Ve si hay en mí camino de perversidad y guíame en el camino eterno.
Proverbios 11:1.
Hay un juego de mi infancia que permanece imborrable en mi memoria. En Andalucía, al sur de España, era muy popular. Lo llamábamos “colache”. Consistía en cruzar una serie de casillas dibujadas con tiza en el suelo que partían de la “tierra” y llegaban al “cielo”.
Durante mucho tiempo pensé que solo lo jugábamos mis amigos y yo. Un día, la profesora de literatura nos pidió que leyéramos un libro que llevaba por título Rayuela. Descubrí que la novela hacía referencia a un juego de Argentina que no era otro que el “colache” de mi infancia.
La cosa no quedó ahí, en mis viajes pude observar que tal juego existía en casi todos los países del planeta: amarelinha en Brasil, “mundo” en Perú, sharita en Marruecos, hopscotch en Estados Unidos, tiàofángzi en China, marelle en Francia, etc.
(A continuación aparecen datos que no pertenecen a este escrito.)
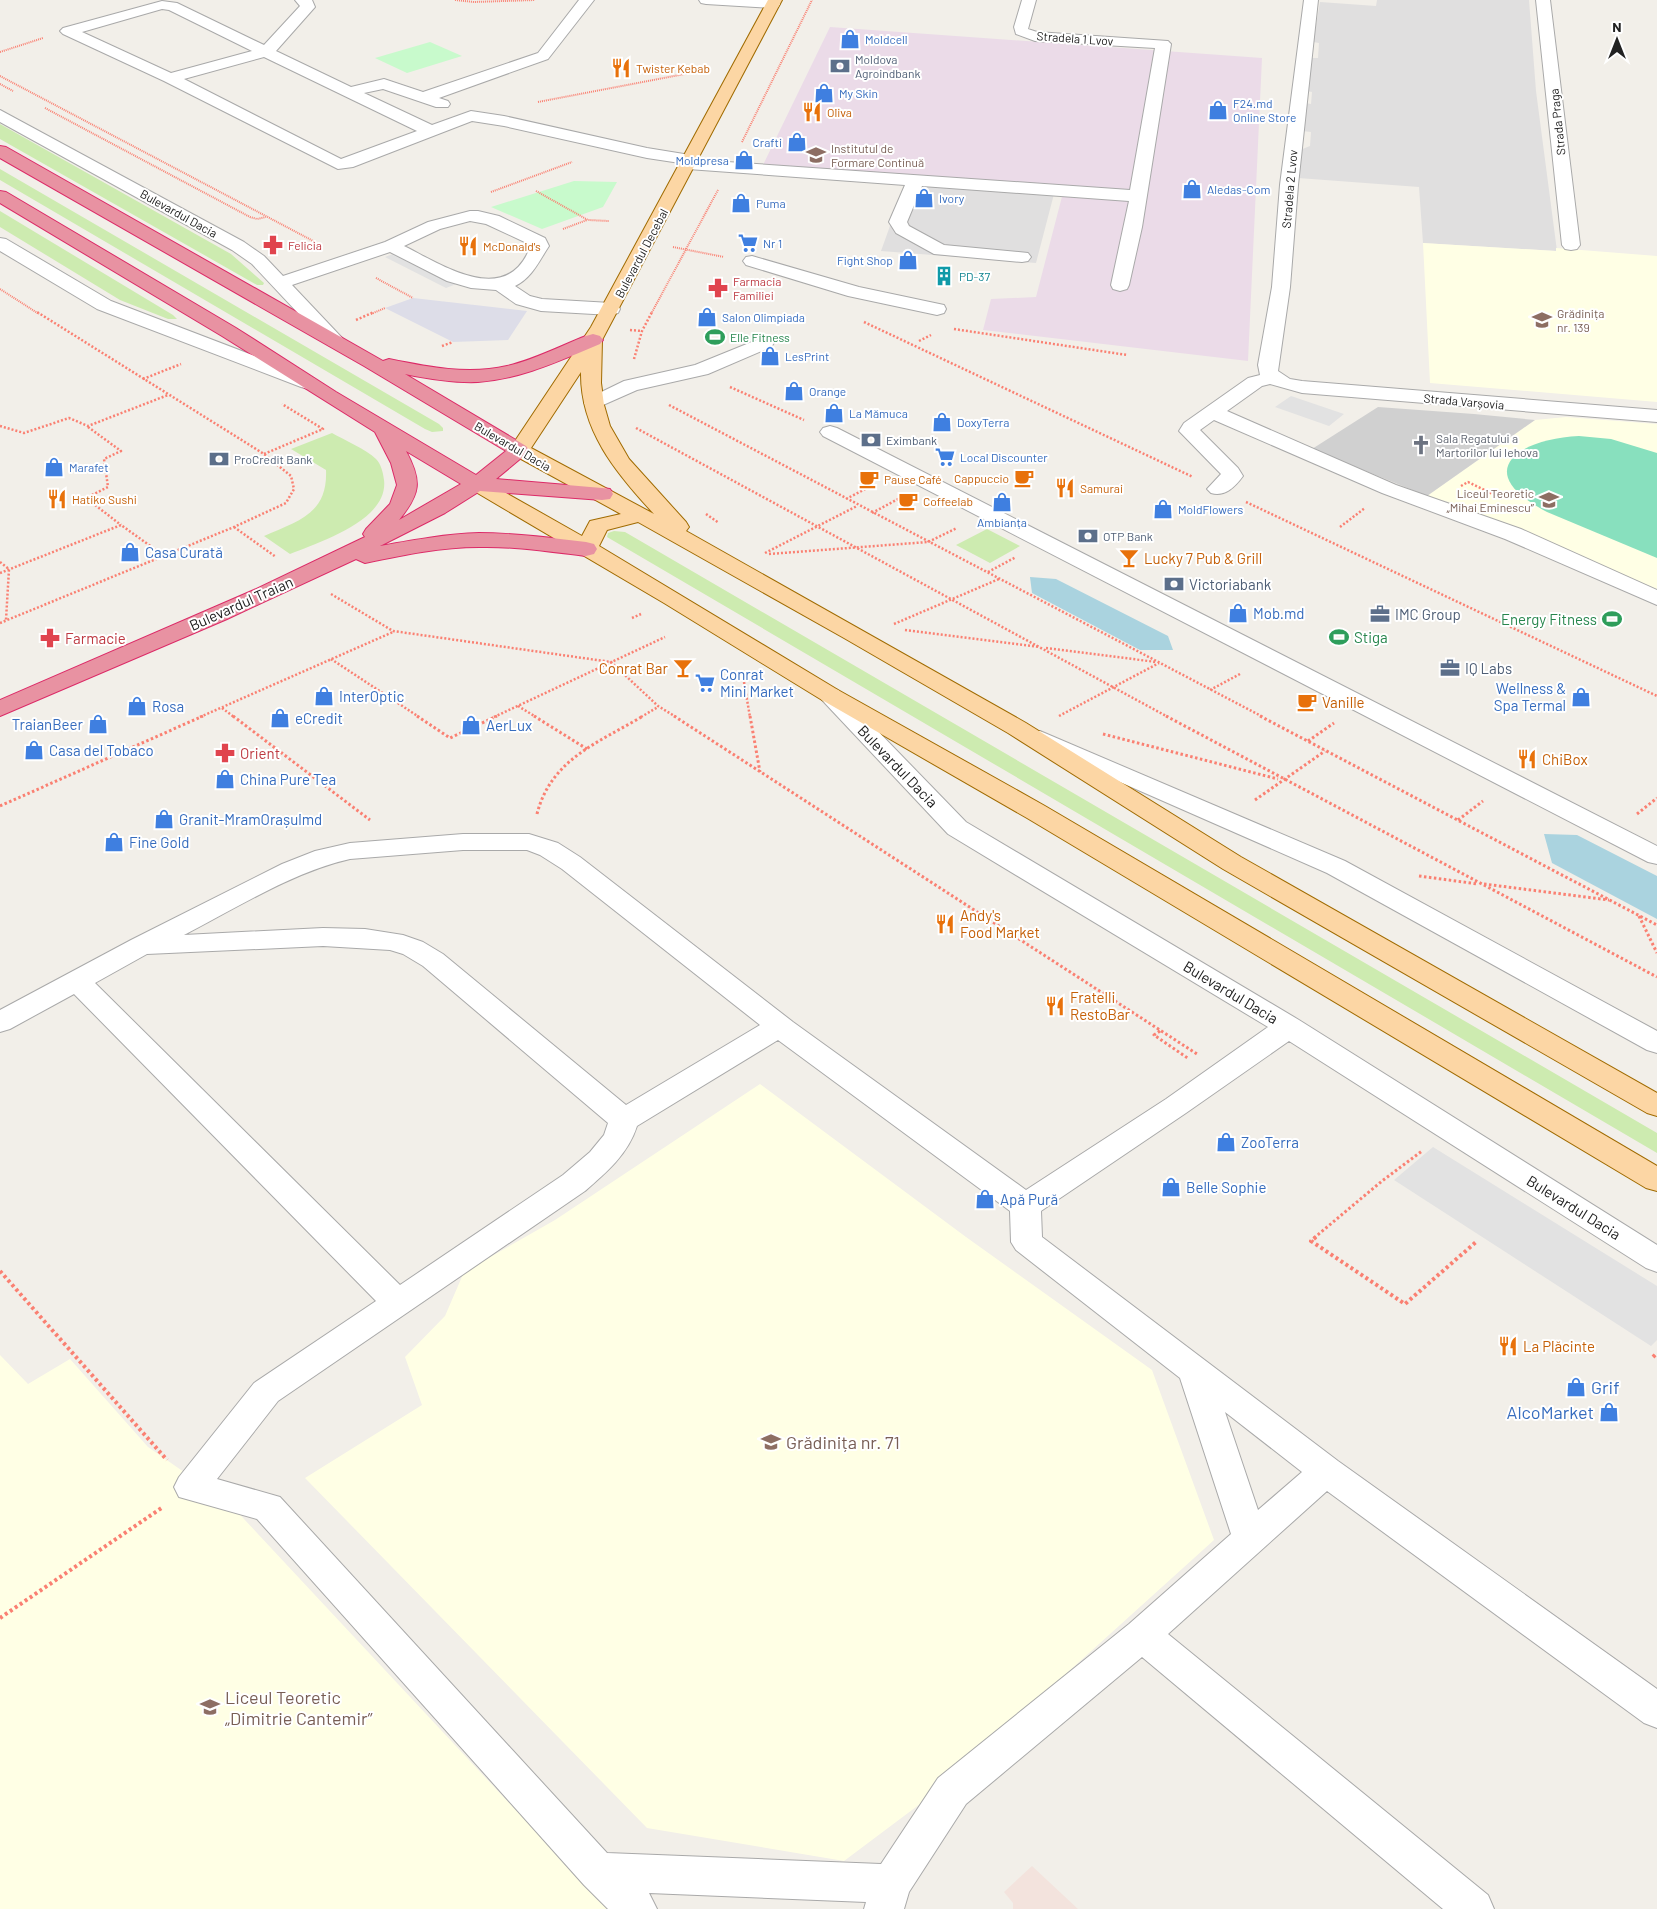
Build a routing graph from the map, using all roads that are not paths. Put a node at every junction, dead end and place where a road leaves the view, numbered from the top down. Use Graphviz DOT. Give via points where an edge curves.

Era como si todas las personas del mundo tuvieran algo en común: querían ser salvos”. De esta forma comencé Un viaje por Kith-Kith, un libro de grupos pequeños para niños.
Lo redacté con el deseo de que, desde su infancia, los menores de nuestras iglesias iniciaran el caminar hacia Jesús.
Un día, un joven matrimonio que trabajaba en el pastorado al norte de Argentina, en medio de la selva, se me acercó y me dio las gracias porque el material había ayudado a muchos niños a encontrar su camino. El comentario me emocionó, porque en esa zona del mundo no es fácil hallar el verdadero sendero de la vida.
La frondosidad de esos bosques se traga tanto una vereda como una manera de ser. El secreto de esa experiencia, sin embargo, no estaba en mis palabras sino en Jesús. Él es el único que cambia los caminos de perversidad por caminos de vida eterna. Él toca los corazones de los niños y los convierte en hombres y mujeres de Dios.
Por ello, no me parece justo que, en las diferentes selvas de esta sociedad, aparquemos a nuestros pequeños delante del televisor o de los videojuegos. No me parece justo que estén presentes en la iglesia pero ausentes de nuestra atención. No me parece justo que desplacemos nuestras responsabilidades a los “profesionales”.
Luego, cuando despiertan a la adolescencia, nos sorprendemos de sus actitudes y eso, además de injusto, es incoherente.
Ayudemos, insisto, a que tengan una relación tal con Dios que confíen en sus promesas para caminar por la vida y hacia la vida. Lo pueden llamar “colache”, “rayuela”, hopscotch o tiàofángzi, pero debieran, al final, formar parte de los salvos. Por favor, no juguemos con este tema.